Dalam penelitian NOR-DRUM (A) multisenter, acak, label terbuka, dan multisenter, pasien dewasa dengan rheumatoid arthritis (RA), psoriatic arthritis (PsA), spondyloarthritis (SpA), ulcerative colitis (UC), penyakit Crohn ( CD) dan psoriasis (Ps) yang memulai terapi INX secara acak diberikan INX sesuai dengan strategi pengobatan berdasarkan TDM (lengan TDM) atau administrasi standar INX tanpa TDM (kelompok kontrol).
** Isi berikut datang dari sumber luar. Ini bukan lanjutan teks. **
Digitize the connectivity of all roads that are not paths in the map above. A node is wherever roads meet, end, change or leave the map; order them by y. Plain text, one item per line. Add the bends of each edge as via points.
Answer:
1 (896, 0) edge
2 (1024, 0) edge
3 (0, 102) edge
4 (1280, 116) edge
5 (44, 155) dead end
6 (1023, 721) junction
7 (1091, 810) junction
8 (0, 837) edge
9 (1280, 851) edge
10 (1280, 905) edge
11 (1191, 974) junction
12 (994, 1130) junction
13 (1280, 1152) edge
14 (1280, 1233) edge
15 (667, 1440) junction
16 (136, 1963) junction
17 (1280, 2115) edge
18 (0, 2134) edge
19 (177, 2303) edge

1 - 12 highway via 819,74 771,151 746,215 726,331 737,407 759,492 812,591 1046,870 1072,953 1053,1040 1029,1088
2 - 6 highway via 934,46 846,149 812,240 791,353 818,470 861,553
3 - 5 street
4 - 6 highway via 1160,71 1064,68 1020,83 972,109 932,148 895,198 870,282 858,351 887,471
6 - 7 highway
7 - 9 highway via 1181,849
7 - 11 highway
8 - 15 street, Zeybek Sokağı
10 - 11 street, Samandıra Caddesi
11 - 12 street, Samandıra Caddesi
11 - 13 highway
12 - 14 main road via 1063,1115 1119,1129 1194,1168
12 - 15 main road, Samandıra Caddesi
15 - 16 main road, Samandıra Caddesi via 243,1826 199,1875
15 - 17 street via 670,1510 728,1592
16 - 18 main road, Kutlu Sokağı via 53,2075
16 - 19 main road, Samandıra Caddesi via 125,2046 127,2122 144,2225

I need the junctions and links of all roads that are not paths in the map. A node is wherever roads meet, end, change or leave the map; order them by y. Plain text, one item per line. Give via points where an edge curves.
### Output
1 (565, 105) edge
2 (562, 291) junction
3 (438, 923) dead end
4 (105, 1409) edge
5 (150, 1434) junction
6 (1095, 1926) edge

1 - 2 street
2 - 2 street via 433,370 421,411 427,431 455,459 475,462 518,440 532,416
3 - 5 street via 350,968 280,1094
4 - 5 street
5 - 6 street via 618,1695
Kunjungan studi dilakukan di setiap infus. Titik akhir primer adalah remisi pada minggu ke 30. Pada kelompok TDM, dosis dan interval disesuaikan menurut level palung INX untuk mencapai kisaran terapeutik (Gambar 1). Jika pasien mengembangkan tingkat ADAb yang signifikan, INX dihentikan. Untuk memandu para peneliti, strategi TDM diintegrasikan dalam eCRF interaktif. Titik akhir primer dianalisis dengan regresi logistik efek campuran dalam set analisis lengkap (FAS), menyesuaikan untuk diagnosis. Infeksi dan reaksi infus ditentukan sebagai efek samping (AE) yang menarik.

Hasil:

Kami mendaftarkan 411 pasien di 21 pusat studi antara Januari 2017 dan Desember 2018. 398 pasien (RA 80, PsA 42, SpA 117, UC 80, CD 57, Ps 22) menerima strategi yang dialokasikan dan dimasukkan dalam populasi FAS. Karakteristik demografis dan baseline sebanding pada kedua kelompok. TDM tidak ditemukan lebih unggul dari pengobatan standar sehubungan dengan hasil primer. Remisi pada minggu ke 30 dicapai pada 100 (53%) dan 106 (54%) dari pasien di TDM dan kelompok kontrol, masing-masing (perbedaan yang disesuaikan, 1,5%; interval kepercayaan 95% (CI), -8,2 sampai 11,1, hal. = 0,78) (Gambar 2). Hasil yang konsisten ditunjukkan untuk semua titik akhir sekunder (Gambar 3) dan dalam analisis sensitivitas. Dua puluh pasien (10%) pada kelompok TDM dan 30 pasien (15%) pada kelompok kontrol mengembangkan tingkat ADAb yang signifikan. Jumlah efek samping (AE) serupa pada kedua kelompok, namun reaksi infus lebih jarang (5 pasien (2,5%) vs 16 pasien (8,0%)) pada kelompok TDM (perbedaan 5,5% (95% CI 1,1, 9,8) %))

Kesimpulan:

NOR-DRUM (A) adalah uji coba acak pertama yang membahas efektivitas TDM pada penyakit rematik. Dalam studi ini, TDM tidak lebih baik dari pengobatan standar untuk mencapai remisi. Meskipun peningkatan keamanan ditunjukkan dengan penurunan reaksi infus, implementasi TDM sebagai strategi umum dalam periode induksi INX tidak didukung oleh studi NOR-DRUM (A).